# ACTIVITY:
Every line from the one with "17H2v-5l4-1 3-4h7l3 4" through the final line of the entries below should be returned exactly; leave out all other lines.

[Stored items]
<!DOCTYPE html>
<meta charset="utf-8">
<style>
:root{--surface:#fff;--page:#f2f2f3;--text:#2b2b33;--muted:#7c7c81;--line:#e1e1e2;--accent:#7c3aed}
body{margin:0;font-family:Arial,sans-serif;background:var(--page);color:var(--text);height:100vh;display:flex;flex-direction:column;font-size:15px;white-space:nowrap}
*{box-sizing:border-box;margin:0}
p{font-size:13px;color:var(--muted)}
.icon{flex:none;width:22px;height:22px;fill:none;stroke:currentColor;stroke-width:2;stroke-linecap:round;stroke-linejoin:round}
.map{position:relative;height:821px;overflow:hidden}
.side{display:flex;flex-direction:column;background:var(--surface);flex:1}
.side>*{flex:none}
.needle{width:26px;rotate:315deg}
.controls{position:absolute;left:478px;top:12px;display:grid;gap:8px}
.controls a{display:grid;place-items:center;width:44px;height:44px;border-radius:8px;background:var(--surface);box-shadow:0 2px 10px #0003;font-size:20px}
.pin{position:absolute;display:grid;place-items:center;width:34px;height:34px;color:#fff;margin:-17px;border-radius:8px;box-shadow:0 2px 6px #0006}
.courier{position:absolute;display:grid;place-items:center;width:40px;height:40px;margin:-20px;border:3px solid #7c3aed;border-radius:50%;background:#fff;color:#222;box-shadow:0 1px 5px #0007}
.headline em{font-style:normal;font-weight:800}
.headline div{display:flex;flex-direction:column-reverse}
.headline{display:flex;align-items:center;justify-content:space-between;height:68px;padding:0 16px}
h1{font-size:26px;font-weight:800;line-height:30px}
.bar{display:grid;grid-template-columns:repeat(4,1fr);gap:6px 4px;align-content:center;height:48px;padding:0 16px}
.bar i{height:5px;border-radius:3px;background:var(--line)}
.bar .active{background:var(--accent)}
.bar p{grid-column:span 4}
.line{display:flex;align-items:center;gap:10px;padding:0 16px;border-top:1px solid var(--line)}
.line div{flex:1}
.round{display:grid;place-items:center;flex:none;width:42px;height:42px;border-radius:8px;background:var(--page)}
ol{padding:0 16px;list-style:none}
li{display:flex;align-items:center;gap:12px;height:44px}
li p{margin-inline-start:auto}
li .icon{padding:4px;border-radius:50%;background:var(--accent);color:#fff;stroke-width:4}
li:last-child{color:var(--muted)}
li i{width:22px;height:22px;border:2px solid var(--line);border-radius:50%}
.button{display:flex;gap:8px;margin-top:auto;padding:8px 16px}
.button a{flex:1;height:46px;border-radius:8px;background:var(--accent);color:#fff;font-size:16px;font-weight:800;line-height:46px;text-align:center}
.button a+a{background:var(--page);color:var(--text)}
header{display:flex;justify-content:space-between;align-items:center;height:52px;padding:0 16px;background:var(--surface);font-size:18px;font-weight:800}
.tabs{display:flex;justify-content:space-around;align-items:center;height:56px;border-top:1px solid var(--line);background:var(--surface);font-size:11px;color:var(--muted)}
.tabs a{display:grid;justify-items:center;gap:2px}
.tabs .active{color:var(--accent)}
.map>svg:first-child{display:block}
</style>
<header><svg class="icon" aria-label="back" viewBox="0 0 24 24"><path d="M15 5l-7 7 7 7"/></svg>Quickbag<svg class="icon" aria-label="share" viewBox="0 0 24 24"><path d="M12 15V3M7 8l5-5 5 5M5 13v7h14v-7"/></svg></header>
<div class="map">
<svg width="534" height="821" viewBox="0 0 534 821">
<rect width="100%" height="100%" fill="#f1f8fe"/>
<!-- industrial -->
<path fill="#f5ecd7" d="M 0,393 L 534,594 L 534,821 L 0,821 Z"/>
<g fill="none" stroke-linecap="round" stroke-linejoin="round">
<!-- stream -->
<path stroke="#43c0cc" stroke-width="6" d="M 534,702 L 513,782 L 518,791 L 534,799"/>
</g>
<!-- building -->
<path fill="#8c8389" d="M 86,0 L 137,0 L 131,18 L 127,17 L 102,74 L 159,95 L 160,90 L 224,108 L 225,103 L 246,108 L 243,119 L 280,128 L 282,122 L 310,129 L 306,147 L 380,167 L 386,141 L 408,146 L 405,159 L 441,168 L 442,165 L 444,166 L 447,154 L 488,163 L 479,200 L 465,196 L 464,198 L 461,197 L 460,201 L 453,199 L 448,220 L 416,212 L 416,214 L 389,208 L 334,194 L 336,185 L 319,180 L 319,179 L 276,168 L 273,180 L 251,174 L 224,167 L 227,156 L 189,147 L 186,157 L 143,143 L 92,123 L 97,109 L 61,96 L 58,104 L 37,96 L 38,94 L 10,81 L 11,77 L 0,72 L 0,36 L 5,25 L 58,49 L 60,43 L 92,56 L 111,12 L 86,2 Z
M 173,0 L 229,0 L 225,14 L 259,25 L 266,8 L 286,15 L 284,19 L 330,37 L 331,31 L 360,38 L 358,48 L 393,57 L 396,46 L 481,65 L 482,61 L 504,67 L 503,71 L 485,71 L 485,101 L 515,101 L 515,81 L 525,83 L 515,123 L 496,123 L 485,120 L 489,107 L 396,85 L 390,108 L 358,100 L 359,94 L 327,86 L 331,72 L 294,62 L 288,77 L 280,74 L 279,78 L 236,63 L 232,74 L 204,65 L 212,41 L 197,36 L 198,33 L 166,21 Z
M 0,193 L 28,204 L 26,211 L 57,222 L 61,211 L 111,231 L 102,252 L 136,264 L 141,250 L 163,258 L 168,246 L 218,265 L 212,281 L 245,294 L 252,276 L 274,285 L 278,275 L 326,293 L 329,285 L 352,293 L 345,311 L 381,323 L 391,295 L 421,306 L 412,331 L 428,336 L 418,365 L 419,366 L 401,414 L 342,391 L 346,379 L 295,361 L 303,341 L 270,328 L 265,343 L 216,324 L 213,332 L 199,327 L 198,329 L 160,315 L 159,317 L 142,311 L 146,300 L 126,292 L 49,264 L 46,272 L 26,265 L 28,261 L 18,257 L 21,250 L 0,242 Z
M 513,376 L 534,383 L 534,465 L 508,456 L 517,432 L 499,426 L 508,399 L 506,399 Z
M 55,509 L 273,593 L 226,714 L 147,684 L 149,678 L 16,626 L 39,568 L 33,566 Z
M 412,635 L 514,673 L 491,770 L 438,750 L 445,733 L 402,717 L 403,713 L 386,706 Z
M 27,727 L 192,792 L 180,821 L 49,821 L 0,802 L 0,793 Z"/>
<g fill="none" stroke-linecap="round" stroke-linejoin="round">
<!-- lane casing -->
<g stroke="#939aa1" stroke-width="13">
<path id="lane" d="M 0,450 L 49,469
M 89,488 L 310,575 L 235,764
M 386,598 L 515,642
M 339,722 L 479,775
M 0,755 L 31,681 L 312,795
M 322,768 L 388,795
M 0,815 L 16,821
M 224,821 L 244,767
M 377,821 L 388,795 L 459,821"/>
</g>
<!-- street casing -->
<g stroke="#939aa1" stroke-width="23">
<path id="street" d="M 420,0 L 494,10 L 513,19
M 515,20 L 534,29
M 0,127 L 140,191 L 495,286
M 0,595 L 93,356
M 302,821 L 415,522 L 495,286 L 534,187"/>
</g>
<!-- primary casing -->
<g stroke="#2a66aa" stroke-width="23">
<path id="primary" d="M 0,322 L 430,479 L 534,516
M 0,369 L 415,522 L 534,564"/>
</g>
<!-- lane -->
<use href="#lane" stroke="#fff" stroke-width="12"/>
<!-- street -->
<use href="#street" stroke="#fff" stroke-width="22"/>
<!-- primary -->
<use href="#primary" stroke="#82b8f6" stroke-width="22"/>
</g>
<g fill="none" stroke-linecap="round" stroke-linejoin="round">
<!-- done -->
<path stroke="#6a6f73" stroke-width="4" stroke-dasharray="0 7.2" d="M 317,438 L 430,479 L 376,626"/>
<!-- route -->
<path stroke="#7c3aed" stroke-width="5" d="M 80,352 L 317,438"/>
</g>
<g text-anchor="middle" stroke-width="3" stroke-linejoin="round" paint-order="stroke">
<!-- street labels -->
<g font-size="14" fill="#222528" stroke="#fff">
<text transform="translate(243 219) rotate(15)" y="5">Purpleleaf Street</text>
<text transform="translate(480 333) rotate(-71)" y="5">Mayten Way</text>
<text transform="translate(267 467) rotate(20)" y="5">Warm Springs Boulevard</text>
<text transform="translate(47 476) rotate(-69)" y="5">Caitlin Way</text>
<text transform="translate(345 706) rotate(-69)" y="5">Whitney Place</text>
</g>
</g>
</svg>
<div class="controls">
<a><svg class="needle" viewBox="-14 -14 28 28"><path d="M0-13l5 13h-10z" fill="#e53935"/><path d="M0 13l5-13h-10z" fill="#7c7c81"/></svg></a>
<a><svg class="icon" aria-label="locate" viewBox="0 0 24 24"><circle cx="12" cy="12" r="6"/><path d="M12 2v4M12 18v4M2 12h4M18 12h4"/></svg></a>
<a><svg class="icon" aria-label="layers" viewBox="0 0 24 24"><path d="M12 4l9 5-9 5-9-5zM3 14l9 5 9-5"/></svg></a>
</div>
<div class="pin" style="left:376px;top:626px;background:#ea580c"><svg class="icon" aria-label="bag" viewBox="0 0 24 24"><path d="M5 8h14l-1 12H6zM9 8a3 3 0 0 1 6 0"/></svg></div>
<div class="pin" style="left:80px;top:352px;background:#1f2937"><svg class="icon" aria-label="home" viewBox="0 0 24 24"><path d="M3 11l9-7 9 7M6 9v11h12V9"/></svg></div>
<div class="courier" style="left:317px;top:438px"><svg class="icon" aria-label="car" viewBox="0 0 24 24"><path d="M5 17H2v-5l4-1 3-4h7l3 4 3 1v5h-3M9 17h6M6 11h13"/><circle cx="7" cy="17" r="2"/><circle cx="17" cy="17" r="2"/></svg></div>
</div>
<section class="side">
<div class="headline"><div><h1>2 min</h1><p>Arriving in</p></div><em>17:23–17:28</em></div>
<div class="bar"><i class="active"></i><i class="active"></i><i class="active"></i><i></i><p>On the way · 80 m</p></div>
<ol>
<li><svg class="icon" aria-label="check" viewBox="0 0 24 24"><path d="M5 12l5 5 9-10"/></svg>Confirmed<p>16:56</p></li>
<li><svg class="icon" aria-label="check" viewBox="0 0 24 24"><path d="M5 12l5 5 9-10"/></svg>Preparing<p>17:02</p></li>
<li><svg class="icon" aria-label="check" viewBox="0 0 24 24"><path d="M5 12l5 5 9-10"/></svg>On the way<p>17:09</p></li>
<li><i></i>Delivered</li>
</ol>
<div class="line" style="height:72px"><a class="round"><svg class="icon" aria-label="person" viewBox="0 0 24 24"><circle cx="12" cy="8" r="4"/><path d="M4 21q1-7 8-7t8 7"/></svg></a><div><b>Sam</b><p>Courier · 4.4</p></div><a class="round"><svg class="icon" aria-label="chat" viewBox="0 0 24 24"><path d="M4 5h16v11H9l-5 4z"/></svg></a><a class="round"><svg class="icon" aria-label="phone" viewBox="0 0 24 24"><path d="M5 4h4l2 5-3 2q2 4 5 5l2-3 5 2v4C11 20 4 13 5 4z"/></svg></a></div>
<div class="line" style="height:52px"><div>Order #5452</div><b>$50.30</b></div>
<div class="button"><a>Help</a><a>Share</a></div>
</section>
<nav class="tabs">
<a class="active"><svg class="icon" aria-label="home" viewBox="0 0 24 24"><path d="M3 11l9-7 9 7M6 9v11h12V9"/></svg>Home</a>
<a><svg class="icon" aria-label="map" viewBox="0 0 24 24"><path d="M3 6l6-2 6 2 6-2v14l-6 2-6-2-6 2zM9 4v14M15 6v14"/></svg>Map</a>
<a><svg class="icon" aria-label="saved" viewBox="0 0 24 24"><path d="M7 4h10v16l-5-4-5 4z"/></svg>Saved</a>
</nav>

# TASK RESULT:
<div class="courier" style="left:317px;top:438px"><svg class="icon" aria-label="car" viewBox="0 0 24 24"><path d="M5 17H2v-5l4-1 3-4h7l3 4 3 1v5h-3M9 17h6M6 11h13"/><circle cx="7" cy="17" r="2"/><circle cx="17" cy="17" r="2"/></svg></div>
</div>
<section class="side">
<div class="headline"><div><h1>2 min</h1><p>Arriving in</p></div><em>17:23–17:28</em></div>
<div class="bar"><i class="active"></i><i class="active"></i><i class="active"></i><i></i><p>On the way · 80 m</p></div>
<ol>
<li><svg class="icon" aria-label="check" viewBox="0 0 24 24"><path d="M5 12l5 5 9-10"/></svg>Confirmed<p>16:56</p></li>
<li><svg class="icon" aria-label="check" viewBox="0 0 24 24"><path d="M5 12l5 5 9-10"/></svg>Preparing<p>17:02</p></li>
<li><svg class="icon" aria-label="check" viewBox="0 0 24 24"><path d="M5 12l5 5 9-10"/></svg>On the way<p>17:09</p></li>
<li><i></i>Delivered</li>
</ol>
<div class="line" style="height:72px"><a class="round"><svg class="icon" aria-label="person" viewBox="0 0 24 24"><circle cx="12" cy="8" r="4"/><path d="M4 21q1-7 8-7t8 7"/></svg></a><div><b>Sam</b><p>Courier · 4.4</p></div><a class="round"><svg class="icon" aria-label="chat" viewBox="0 0 24 24"><path d="M4 5h16v11H9l-5 4z"/></svg></a><a class="round"><svg class="icon" aria-label="phone" viewBox="0 0 24 24"><path d="M5 4h4l2 5-3 2q2 4 5 5l2-3 5 2v4C11 20 4 13 5 4z"/></svg></a></div>
<div class="line" style="height:52px"><div>Order #5452</div><b>$50.30</b></div>
<div class="button"><a>Help</a><a>Share</a></div>
</section>
<nav class="tabs">
<a class="active"><svg class="icon" aria-label="home" viewBox="0 0 24 24"><path d="M3 11l9-7 9 7M6 9v11h12V9"/></svg>Home</a>
<a><svg class="icon" aria-label="map" viewBox="0 0 24 24"><path d="M3 6l6-2 6 2 6-2v14l-6 2-6-2-6 2zM9 4v14M15 6v14"/></svg>Map</a>
<a><svg class="icon" aria-label="saved" viewBox="0 0 24 24"><path d="M7 4h10v16l-5-4-5 4z"/></svg>Saved</a>
</nav>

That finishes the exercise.